Whenever a line in the entries below includes the string "KINHOLT", count that line. Report the total alone.

Working data:

*** Begin section ***

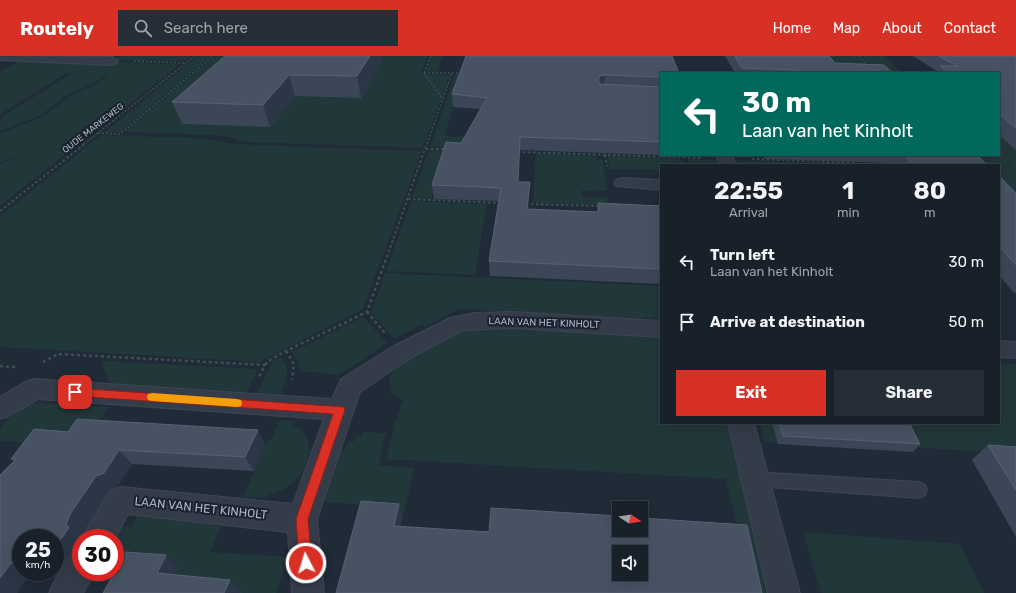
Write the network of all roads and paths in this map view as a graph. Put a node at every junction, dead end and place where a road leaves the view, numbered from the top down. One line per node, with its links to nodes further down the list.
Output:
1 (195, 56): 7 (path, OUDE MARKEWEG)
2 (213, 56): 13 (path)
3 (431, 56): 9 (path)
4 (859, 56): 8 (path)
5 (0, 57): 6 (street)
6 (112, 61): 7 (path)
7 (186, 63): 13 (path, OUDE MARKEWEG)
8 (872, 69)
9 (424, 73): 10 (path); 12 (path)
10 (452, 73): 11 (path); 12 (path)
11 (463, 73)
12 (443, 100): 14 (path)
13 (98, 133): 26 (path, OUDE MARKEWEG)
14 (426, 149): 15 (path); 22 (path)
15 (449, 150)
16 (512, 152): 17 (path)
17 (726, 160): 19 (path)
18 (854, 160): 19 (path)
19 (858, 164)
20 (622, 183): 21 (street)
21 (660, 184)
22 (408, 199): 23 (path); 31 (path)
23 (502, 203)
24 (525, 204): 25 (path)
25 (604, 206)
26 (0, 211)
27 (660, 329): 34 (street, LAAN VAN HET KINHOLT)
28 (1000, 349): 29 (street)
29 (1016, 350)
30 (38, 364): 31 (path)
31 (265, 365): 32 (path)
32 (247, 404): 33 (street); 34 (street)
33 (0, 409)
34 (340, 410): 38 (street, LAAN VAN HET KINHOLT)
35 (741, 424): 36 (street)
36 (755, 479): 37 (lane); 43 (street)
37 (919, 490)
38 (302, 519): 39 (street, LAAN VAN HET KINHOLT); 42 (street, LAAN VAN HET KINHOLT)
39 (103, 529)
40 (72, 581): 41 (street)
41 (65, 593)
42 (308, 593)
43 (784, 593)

*** End section ***
*** Begin section ***

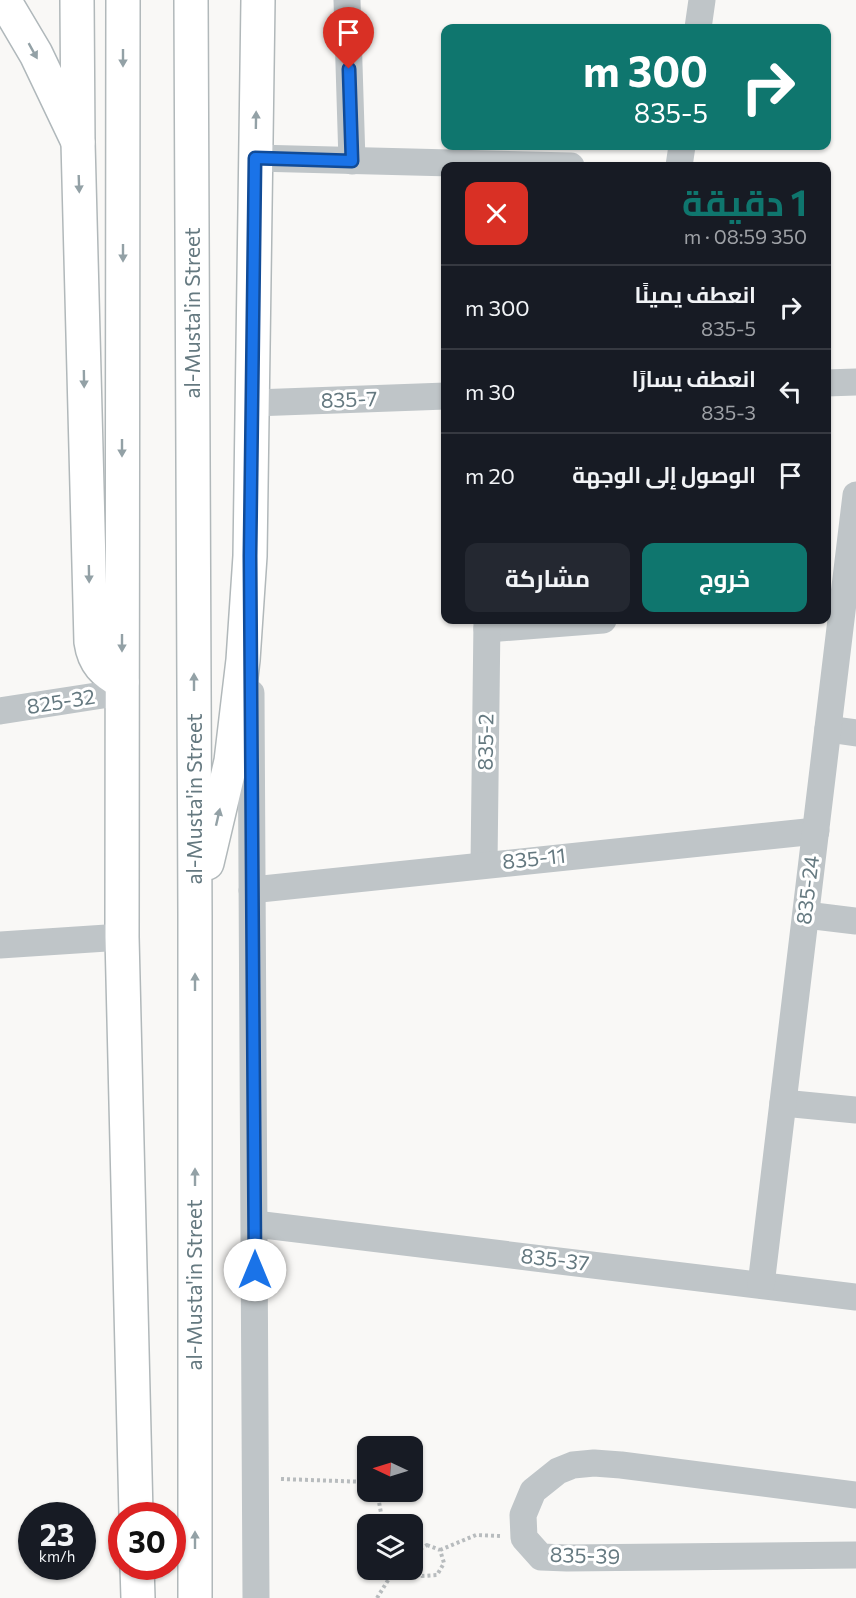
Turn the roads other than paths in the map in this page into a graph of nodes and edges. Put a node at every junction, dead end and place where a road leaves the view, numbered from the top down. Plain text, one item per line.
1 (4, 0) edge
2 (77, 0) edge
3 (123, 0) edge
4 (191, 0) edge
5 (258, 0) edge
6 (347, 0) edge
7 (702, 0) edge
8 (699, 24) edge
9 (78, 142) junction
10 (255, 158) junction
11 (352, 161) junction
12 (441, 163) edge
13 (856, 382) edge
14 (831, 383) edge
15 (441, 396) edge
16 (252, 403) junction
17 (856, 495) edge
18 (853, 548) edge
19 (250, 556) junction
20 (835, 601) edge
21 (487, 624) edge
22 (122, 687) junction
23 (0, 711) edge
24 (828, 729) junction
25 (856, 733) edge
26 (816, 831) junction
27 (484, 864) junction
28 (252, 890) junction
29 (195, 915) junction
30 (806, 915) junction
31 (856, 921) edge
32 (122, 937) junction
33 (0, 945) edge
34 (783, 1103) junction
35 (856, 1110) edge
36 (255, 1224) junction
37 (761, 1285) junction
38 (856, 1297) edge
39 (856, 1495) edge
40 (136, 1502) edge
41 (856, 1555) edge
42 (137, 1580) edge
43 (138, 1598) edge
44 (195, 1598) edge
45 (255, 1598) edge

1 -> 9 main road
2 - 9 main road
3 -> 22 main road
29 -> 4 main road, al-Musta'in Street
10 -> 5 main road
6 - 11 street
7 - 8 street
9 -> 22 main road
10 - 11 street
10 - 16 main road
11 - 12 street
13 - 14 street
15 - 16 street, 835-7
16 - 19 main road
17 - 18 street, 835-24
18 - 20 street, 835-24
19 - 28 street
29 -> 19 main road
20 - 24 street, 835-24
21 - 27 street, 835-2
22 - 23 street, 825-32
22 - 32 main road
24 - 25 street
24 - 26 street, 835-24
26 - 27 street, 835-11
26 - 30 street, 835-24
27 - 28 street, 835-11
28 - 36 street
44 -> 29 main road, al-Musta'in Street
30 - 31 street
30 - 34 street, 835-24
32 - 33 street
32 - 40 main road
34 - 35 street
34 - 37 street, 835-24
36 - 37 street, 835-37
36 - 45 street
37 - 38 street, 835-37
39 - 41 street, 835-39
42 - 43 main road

*** End section ***

Answer section: 3